◆ Exercise objective
The word "Highway" occurs in some of the lines below; copy each of those lines.

(Collected data)
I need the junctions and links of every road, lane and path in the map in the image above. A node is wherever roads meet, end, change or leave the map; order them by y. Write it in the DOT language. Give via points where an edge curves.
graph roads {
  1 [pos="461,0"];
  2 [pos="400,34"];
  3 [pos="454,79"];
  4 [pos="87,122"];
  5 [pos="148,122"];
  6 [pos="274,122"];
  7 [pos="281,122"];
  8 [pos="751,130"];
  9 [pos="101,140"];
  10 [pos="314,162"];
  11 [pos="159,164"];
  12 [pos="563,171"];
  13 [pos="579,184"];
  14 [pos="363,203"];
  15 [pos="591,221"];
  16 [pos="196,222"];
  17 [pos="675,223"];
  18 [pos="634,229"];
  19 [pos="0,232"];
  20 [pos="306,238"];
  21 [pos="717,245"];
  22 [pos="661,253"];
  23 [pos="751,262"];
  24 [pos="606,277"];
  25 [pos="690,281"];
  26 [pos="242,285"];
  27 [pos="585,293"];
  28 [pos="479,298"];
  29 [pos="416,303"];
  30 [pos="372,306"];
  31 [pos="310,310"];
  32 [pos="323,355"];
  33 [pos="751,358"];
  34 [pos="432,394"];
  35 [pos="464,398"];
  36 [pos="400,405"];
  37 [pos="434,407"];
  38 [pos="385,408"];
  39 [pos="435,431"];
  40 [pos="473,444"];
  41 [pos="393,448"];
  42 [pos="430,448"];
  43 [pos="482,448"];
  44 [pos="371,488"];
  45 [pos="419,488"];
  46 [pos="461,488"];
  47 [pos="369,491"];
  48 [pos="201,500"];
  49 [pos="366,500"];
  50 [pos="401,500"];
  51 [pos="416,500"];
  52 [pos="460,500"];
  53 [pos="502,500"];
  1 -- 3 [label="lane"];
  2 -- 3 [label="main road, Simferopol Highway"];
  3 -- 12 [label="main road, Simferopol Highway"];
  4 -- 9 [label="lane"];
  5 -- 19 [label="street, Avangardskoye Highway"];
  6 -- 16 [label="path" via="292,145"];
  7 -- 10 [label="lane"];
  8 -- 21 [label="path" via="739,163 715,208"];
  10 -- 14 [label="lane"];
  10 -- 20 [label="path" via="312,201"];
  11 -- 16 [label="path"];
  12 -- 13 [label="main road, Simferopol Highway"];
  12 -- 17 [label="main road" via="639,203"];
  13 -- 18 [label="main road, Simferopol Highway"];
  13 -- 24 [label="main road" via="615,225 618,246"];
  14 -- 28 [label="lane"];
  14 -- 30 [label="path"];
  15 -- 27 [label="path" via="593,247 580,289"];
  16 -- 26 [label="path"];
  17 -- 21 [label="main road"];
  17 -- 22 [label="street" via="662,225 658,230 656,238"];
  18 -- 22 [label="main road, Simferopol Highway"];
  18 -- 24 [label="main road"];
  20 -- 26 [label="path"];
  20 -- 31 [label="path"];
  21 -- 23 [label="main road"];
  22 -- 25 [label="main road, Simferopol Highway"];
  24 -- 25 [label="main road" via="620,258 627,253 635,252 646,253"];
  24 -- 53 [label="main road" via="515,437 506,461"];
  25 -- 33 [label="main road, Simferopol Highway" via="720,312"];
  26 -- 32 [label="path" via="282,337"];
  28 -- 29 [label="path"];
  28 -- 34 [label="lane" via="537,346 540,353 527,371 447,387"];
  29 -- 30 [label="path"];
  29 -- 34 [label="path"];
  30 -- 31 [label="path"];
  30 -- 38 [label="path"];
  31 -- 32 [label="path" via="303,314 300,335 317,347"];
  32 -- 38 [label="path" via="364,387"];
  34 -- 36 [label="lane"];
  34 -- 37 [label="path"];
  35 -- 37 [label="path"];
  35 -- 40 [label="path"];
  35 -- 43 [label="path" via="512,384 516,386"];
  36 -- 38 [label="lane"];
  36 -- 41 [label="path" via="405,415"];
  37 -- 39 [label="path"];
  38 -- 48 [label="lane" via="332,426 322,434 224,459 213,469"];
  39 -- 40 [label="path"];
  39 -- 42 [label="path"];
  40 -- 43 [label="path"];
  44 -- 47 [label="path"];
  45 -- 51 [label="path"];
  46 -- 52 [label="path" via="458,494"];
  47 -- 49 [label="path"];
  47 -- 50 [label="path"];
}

◆ Answer to this problem
  2 -- 3 [label="main road, Simferopol Highway"];
  3 -- 12 [label="main road, Simferopol Highway"];
  5 -- 19 [label="street, Avangardskoye Highway"];
  12 -- 13 [label="main road, Simferopol Highway"];
  13 -- 18 [label="main road, Simferopol Highway"];
  18 -- 22 [label="main road, Simferopol Highway"];
  22 -- 25 [label="main road, Simferopol Highway"];
  25 -- 33 [label="main road, Simferopol Highway" via="720,312"];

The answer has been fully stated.